_Work request:_
Where a line of the data holds the word "Mahón", copy that line.

_Task data:_
=====

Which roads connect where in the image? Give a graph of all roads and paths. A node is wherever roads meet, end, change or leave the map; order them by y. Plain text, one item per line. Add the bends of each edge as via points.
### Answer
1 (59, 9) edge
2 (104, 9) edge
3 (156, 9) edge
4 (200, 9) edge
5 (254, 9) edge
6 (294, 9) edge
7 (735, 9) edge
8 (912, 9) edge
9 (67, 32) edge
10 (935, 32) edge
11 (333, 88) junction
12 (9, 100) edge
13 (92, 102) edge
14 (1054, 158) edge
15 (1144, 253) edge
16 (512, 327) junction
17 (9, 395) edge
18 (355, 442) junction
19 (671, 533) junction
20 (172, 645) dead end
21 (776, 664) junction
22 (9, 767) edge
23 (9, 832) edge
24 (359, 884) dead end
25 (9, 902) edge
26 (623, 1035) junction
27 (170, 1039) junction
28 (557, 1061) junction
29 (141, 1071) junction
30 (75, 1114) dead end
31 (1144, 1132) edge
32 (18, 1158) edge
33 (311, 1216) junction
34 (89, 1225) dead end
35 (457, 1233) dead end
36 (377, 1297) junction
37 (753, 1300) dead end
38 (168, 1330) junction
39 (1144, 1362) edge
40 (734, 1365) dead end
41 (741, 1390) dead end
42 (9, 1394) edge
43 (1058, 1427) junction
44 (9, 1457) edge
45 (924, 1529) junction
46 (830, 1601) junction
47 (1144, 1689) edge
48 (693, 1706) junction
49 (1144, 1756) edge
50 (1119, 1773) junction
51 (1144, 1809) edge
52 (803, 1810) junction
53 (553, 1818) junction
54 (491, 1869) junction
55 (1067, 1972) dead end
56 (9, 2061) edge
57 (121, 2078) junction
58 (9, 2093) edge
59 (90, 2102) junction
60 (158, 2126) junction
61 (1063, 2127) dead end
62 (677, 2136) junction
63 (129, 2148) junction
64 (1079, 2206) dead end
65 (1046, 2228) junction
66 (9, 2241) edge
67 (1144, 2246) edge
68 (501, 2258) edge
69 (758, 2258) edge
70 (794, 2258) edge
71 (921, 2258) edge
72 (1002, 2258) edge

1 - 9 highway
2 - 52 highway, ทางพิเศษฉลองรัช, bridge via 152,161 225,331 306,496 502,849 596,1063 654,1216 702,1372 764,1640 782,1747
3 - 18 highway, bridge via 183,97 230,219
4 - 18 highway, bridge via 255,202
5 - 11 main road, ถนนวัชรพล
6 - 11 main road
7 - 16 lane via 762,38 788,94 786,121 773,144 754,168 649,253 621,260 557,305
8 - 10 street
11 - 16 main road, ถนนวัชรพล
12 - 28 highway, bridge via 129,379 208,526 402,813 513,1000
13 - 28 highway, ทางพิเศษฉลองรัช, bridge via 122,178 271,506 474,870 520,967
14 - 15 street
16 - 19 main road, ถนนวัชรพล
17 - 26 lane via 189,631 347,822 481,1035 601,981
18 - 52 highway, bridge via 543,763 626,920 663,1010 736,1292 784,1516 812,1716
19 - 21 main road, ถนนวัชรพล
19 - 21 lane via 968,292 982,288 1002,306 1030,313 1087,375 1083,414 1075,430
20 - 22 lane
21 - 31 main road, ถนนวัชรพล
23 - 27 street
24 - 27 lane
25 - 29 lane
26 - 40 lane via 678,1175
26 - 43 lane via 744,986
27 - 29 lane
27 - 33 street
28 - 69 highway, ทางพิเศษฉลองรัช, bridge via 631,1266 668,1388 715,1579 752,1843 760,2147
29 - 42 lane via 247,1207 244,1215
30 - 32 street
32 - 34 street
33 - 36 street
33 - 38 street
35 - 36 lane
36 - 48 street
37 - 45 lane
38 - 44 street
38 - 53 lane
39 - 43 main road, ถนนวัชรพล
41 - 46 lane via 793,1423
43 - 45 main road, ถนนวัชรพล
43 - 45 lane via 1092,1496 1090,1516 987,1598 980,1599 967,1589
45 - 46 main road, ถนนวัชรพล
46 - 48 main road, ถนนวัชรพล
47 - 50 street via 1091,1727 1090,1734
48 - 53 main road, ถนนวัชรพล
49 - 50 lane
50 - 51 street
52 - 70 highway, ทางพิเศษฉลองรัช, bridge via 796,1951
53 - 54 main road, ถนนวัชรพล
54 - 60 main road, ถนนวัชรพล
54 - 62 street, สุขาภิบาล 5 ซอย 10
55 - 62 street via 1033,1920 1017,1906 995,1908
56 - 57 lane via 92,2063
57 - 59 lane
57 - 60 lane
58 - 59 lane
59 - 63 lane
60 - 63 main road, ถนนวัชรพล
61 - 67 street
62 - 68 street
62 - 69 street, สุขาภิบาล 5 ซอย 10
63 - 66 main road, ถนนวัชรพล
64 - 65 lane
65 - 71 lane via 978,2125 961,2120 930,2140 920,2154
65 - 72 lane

=====

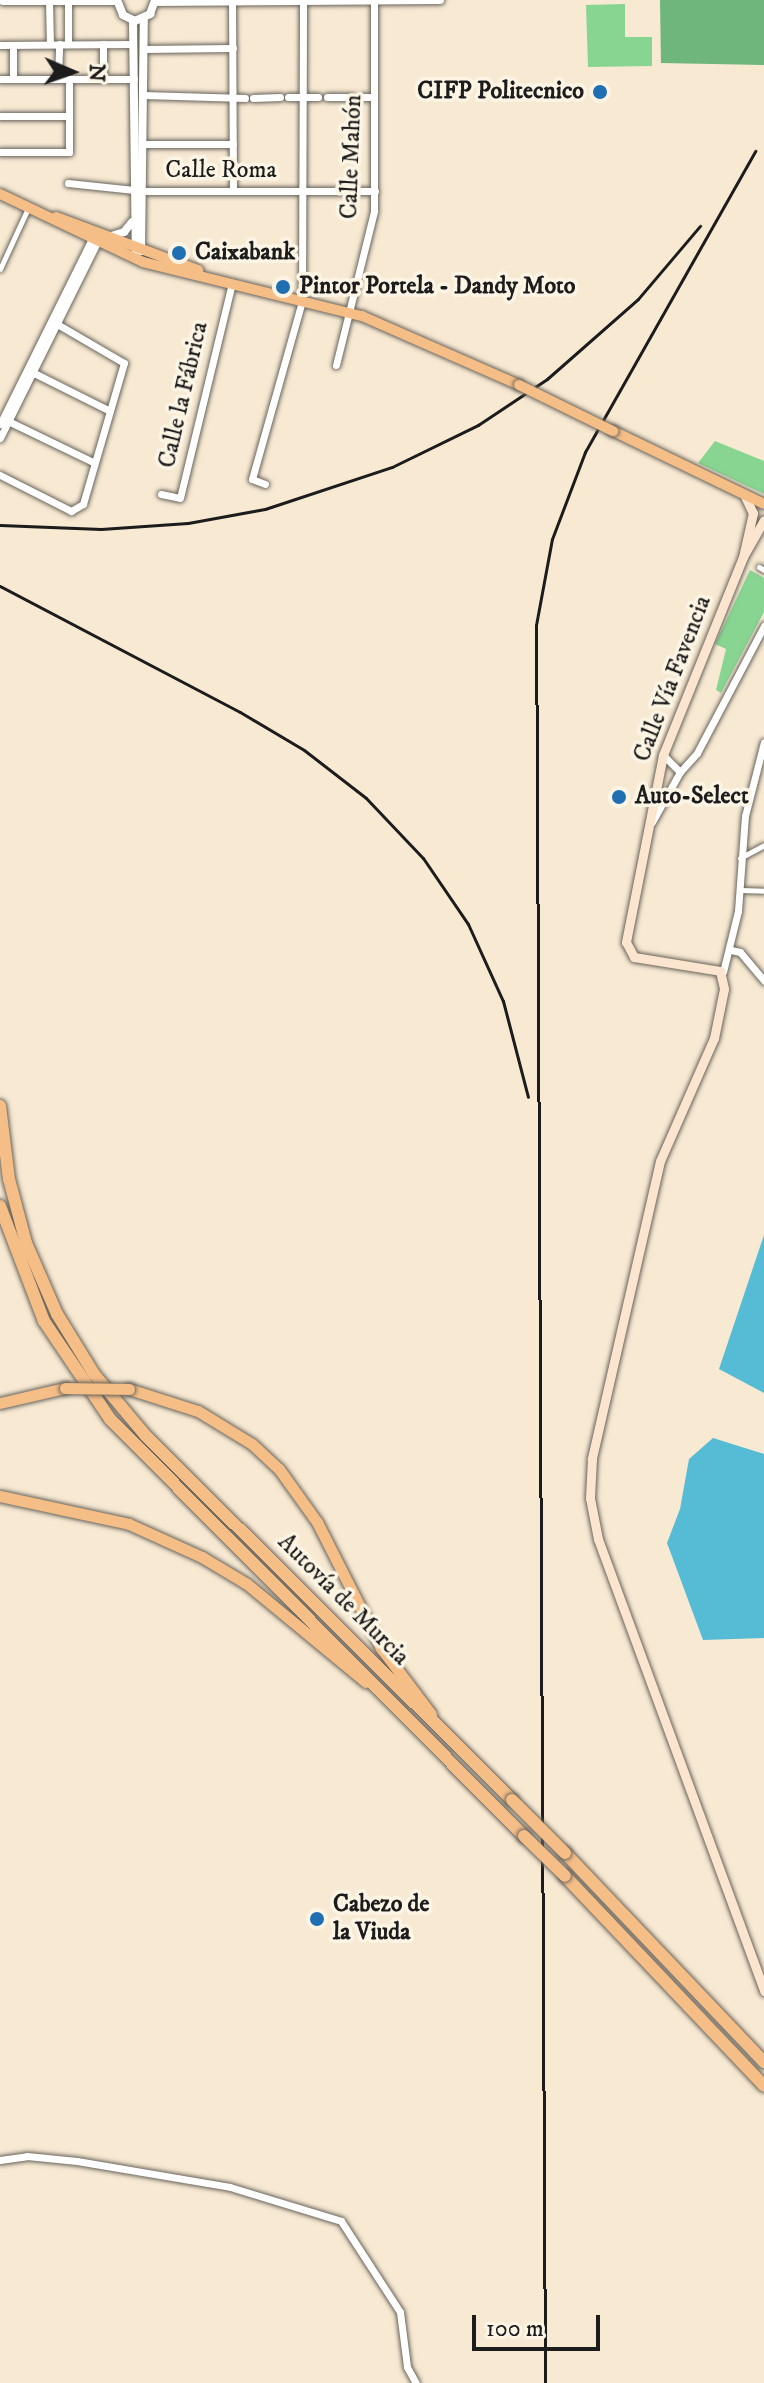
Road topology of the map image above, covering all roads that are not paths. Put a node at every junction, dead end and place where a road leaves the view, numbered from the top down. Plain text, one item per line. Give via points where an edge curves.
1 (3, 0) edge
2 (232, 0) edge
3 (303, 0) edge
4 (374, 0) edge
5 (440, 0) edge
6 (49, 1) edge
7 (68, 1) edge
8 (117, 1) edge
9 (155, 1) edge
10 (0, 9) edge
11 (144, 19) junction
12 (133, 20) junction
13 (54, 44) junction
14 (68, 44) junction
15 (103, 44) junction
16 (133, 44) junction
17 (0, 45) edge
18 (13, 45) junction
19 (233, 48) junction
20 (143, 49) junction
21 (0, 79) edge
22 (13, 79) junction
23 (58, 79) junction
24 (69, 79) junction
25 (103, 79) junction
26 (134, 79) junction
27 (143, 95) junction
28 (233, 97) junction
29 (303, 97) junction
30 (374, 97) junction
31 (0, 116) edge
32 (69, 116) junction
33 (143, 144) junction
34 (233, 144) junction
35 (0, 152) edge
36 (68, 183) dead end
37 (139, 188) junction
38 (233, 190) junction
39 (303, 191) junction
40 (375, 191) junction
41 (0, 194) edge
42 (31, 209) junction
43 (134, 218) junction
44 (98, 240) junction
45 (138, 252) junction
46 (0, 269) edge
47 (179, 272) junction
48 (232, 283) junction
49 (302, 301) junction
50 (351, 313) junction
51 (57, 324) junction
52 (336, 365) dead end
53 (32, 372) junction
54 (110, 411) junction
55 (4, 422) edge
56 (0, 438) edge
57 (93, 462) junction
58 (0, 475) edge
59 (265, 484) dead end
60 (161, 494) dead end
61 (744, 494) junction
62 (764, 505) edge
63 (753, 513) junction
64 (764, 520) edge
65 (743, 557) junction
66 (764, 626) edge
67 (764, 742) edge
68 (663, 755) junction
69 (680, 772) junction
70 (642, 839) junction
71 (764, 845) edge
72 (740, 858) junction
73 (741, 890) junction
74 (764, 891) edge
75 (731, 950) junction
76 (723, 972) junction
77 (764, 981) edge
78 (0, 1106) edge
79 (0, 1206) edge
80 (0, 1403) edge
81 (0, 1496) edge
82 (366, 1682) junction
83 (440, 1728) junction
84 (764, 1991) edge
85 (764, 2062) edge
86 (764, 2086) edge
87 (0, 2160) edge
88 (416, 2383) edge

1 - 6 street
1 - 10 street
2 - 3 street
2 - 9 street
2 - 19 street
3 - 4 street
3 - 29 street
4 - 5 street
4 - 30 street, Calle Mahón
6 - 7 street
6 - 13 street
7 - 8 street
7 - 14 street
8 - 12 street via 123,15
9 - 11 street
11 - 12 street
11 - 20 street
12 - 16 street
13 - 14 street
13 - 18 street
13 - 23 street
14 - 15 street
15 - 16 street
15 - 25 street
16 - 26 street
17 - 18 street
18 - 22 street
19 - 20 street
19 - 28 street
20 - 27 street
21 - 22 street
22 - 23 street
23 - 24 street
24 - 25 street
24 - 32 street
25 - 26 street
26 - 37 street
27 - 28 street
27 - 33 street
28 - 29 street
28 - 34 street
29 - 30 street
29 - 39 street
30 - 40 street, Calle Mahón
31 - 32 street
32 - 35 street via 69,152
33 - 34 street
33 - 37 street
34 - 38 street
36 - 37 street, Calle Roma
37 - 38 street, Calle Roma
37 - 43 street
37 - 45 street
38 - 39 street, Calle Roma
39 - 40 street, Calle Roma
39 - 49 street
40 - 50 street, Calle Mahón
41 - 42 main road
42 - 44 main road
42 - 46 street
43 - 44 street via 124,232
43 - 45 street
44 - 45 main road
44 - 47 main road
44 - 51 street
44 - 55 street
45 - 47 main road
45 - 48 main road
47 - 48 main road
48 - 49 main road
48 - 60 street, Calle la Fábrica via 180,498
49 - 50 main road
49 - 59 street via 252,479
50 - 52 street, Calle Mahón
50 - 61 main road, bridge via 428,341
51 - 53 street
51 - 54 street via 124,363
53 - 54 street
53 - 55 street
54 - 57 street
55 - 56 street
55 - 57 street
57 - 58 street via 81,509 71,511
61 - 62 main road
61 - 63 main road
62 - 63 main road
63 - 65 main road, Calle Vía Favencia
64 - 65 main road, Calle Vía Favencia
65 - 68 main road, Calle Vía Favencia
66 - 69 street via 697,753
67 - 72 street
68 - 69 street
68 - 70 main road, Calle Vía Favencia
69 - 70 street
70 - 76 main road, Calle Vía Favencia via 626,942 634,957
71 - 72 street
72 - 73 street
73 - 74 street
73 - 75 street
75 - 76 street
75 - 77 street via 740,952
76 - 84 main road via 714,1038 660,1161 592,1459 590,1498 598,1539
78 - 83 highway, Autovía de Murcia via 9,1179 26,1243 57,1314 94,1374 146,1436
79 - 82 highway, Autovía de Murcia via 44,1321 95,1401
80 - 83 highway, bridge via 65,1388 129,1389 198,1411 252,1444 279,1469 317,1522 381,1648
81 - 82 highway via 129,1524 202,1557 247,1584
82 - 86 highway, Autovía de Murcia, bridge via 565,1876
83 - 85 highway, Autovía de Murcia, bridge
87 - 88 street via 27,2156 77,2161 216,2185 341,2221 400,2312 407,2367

=====

_Written response:_
4 - 30 street, Calle Mahón
30 - 40 street, Calle Mahón
40 - 50 street, Calle Mahón
50 - 52 street, Calle Mahón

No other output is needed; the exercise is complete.